In that case, the phrase is unpleasant, but it's meant to be. Go through the PA threads and see how many times it's referenced, but in context of a group dynamic that's eerily cult-like. If you're talking about a cultish clique, then it's a valid comment.
That's the connotation I've usually seen it have - not that those at Jonestown literally drank it, but that they (and any members of "high demand" groups) accepted the beliefs of the group and adhere to it, regardless of whether any apocalyptic thing happens such as the Jonestown suicides/murders.

Even if the phrase was coined and used before the Jonestown incident, I have no doubt that incident had a strong influence on its current meaning.

AncientEagle
01-07-2011, 08:04 AM
"Off the reservation" has been around for quite a while. And maybe I just don't have enough sensitivity, or maybe it's because I spent a lot of years on military reservations and now live within a stone's throw of one, but it has never seemed in the least derogatory to me. And since I grew up amid plantations, and since I know that slavery was not limited to plantations, and even if it had been, it doesn't exist on today's plantations, then that example wouldn't do much for or to me either.

I don't intend to be disrespectful to or dismissive of any group, racial or otherwise, and if I did, Native Americans would be about the last group I'd insult, especially as I'm extremely proud of the Native American woman who was my great-great-grandmother.

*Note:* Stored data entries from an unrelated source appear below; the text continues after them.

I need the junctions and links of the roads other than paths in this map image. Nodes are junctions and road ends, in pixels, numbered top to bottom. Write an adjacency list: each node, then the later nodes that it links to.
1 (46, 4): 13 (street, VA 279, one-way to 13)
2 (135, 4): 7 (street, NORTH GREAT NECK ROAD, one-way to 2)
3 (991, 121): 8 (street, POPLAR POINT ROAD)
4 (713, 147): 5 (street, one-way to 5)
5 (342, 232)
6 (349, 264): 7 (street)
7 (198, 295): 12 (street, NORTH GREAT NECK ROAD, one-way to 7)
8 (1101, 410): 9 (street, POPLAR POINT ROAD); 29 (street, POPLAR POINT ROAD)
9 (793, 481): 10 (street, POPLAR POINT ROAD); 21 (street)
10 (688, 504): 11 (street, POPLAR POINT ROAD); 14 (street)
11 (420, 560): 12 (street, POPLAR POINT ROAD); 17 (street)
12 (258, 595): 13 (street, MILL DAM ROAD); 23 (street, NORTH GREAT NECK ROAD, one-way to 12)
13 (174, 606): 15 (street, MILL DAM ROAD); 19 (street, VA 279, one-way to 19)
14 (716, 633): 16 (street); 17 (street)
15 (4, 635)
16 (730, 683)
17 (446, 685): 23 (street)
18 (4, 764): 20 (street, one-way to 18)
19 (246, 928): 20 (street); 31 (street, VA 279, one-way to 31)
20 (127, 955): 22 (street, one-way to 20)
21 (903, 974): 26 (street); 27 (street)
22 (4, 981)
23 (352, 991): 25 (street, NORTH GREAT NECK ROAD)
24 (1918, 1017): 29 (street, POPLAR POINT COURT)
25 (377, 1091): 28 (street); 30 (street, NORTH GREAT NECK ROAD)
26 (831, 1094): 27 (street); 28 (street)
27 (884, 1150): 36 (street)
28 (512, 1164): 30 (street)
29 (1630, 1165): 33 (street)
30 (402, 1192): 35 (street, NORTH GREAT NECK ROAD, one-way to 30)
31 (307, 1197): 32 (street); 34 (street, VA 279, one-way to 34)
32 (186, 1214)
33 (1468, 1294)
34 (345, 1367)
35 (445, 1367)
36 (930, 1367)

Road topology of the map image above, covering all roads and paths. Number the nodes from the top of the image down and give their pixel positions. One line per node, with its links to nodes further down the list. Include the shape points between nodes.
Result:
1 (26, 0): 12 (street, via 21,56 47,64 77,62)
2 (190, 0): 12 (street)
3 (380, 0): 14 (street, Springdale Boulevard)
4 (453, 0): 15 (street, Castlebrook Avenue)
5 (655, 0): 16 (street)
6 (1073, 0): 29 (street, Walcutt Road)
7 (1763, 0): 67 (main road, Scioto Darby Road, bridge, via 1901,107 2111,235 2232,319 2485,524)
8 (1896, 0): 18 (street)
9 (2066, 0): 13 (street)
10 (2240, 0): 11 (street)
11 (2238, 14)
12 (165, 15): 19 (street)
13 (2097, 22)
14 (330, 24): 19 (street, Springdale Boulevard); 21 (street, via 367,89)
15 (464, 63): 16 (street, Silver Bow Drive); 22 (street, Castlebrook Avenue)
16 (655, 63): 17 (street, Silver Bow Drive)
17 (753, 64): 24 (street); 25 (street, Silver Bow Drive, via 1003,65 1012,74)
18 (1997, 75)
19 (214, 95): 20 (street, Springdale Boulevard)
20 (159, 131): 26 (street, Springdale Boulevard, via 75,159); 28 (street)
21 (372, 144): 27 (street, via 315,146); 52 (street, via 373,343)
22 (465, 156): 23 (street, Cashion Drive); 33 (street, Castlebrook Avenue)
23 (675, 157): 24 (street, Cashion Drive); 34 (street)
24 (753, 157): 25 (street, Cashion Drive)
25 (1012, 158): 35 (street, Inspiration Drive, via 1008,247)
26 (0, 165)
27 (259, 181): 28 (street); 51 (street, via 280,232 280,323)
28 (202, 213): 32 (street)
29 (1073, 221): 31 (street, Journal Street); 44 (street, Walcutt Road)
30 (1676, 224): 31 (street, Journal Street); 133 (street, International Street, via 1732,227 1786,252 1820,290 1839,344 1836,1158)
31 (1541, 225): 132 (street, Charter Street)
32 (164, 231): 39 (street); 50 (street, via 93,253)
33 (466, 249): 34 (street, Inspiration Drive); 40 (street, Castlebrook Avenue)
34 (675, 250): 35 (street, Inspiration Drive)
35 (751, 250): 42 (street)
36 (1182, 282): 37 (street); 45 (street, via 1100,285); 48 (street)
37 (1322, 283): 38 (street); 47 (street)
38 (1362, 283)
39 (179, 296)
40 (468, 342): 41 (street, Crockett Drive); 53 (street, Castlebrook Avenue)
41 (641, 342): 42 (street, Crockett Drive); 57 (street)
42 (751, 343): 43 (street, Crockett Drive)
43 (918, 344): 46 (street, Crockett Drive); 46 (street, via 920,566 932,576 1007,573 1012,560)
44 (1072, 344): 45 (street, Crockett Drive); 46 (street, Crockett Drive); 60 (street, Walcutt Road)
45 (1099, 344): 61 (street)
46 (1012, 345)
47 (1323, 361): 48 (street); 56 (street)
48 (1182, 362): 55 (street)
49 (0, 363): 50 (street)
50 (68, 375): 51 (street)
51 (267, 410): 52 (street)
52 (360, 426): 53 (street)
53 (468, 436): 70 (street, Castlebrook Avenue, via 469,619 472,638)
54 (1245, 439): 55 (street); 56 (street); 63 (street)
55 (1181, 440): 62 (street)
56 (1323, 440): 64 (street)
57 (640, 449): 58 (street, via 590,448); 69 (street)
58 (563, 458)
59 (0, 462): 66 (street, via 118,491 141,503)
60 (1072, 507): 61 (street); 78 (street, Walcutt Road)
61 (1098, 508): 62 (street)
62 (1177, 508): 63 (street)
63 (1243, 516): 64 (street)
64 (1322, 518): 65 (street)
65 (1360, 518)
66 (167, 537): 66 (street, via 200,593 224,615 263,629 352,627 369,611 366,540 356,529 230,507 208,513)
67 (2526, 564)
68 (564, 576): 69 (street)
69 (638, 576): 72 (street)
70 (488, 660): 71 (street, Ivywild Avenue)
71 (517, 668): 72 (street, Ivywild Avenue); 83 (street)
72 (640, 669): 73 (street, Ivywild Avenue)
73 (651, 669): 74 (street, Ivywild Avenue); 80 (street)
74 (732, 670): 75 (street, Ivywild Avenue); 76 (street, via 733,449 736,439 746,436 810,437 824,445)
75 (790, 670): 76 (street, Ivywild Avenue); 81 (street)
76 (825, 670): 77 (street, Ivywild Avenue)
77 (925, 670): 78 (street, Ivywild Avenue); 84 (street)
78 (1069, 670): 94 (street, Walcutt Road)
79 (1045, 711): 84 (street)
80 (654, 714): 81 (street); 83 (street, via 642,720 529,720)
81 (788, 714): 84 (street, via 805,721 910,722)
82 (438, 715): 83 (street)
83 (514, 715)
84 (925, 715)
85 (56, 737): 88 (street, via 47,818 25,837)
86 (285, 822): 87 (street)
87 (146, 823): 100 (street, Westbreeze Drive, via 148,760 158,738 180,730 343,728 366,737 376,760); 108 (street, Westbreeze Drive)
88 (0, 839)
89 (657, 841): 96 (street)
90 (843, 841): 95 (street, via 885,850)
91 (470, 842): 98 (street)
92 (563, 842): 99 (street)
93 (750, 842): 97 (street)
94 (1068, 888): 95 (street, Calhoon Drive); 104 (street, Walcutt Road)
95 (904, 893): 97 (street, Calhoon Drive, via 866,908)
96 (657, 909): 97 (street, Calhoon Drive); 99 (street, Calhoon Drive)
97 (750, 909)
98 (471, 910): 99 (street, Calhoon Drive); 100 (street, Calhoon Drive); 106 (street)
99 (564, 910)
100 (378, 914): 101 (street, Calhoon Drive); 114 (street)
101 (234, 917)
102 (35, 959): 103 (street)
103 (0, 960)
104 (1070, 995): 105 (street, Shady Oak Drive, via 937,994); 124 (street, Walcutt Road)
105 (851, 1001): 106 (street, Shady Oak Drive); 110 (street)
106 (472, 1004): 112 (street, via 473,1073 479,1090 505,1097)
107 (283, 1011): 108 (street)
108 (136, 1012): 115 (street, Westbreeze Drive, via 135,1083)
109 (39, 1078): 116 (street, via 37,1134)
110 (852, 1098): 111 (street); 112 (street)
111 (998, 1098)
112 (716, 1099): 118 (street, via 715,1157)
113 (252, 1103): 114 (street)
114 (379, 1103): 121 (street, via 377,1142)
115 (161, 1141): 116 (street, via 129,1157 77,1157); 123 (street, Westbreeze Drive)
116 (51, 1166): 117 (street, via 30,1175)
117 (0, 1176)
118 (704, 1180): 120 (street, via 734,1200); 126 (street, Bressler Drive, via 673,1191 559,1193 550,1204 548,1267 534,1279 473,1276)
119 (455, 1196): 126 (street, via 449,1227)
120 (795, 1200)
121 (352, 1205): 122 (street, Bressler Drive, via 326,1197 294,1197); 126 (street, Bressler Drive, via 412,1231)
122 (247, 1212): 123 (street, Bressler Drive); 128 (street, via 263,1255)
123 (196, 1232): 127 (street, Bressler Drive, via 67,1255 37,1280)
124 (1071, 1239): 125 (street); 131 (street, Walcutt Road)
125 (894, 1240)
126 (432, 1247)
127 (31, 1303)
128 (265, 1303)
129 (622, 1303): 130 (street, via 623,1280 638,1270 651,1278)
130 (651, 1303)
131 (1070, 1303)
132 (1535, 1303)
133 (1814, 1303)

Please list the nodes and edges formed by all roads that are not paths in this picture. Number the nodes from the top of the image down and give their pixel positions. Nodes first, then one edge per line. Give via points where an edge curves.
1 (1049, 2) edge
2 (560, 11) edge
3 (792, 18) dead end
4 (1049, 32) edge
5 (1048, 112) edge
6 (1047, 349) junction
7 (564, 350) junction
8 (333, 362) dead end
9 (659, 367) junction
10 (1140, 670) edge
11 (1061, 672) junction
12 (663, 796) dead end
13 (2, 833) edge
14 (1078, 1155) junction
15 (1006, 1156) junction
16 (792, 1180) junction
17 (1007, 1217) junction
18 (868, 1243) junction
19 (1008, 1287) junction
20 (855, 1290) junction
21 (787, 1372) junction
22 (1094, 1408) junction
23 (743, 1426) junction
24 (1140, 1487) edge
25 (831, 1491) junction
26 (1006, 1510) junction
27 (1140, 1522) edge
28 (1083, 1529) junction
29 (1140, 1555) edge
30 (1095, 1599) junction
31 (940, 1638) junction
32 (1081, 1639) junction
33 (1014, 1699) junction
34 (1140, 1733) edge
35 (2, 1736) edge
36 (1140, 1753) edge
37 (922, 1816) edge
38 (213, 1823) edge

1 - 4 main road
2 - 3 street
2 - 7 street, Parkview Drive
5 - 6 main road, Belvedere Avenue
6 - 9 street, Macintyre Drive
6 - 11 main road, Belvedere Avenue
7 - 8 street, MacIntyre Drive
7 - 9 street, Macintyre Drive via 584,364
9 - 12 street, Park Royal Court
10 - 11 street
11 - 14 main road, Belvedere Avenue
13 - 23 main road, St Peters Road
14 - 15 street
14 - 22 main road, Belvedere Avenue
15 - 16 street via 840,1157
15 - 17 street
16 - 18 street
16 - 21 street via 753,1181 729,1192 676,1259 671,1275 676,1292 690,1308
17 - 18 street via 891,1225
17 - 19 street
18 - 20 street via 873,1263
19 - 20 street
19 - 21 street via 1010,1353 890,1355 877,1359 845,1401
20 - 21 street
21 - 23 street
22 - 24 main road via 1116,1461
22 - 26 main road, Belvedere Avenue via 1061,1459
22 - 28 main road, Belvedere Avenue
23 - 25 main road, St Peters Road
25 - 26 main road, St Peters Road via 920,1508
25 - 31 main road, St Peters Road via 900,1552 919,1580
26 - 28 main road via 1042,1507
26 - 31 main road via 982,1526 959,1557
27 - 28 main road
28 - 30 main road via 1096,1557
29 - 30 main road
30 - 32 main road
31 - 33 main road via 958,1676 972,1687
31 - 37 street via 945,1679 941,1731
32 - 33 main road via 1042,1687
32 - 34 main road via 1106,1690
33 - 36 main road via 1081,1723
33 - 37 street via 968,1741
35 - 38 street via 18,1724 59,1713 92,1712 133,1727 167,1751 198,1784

But I think we AW folks, being word people, are in some danger of dying of an overdose of extreme language jitters, exacerbated by the urge to loudly declare our personal abhorrence of some offending term and our disdain for anybody who ever used it or even thought it.

Consider the term "redneck." No doubt about it, that's intended to be derogatory. It's an insult, denoting someone of low social status, probably not very educated, of poor taste, probably racially prejudiced, and generally to be belittled. Yet, according to my understanding and belief, the term originally referred to the sunburned necks of the poor class of farmers who earned their living working the fields in the sun. Hey, those were my people. Those were, in fact, me. I wouldn't be here today, associating with this fine class of folks on AW, if it hadn't been for those rednecks, bending over their hoes as they sweated their way through endless, aching hours in cotton fields and corn fields and such.

But if you call somebody a redneck, I won't disown you, dislike you, or try to get you banned from this forum. I have far bigger problems to worry about than that.

Good grief!

HistorySleuth
01-07-2011, 09:48 AM
No, I'm not out to get any one banned either. I just find it fascinating when it comes to ethnic related negative terms, how come some are OK? Like I said I don't mean it in a word police way. But reporters, supposedly professional and unbiased (*hack* *hack*) why would a news person use any term like that?

AncientEagle
01-07-2011, 10:00 AM
Probably like meónever gave it a lot of thought and didn't consider it so awful. I can't say, of course. But that'd be my guess.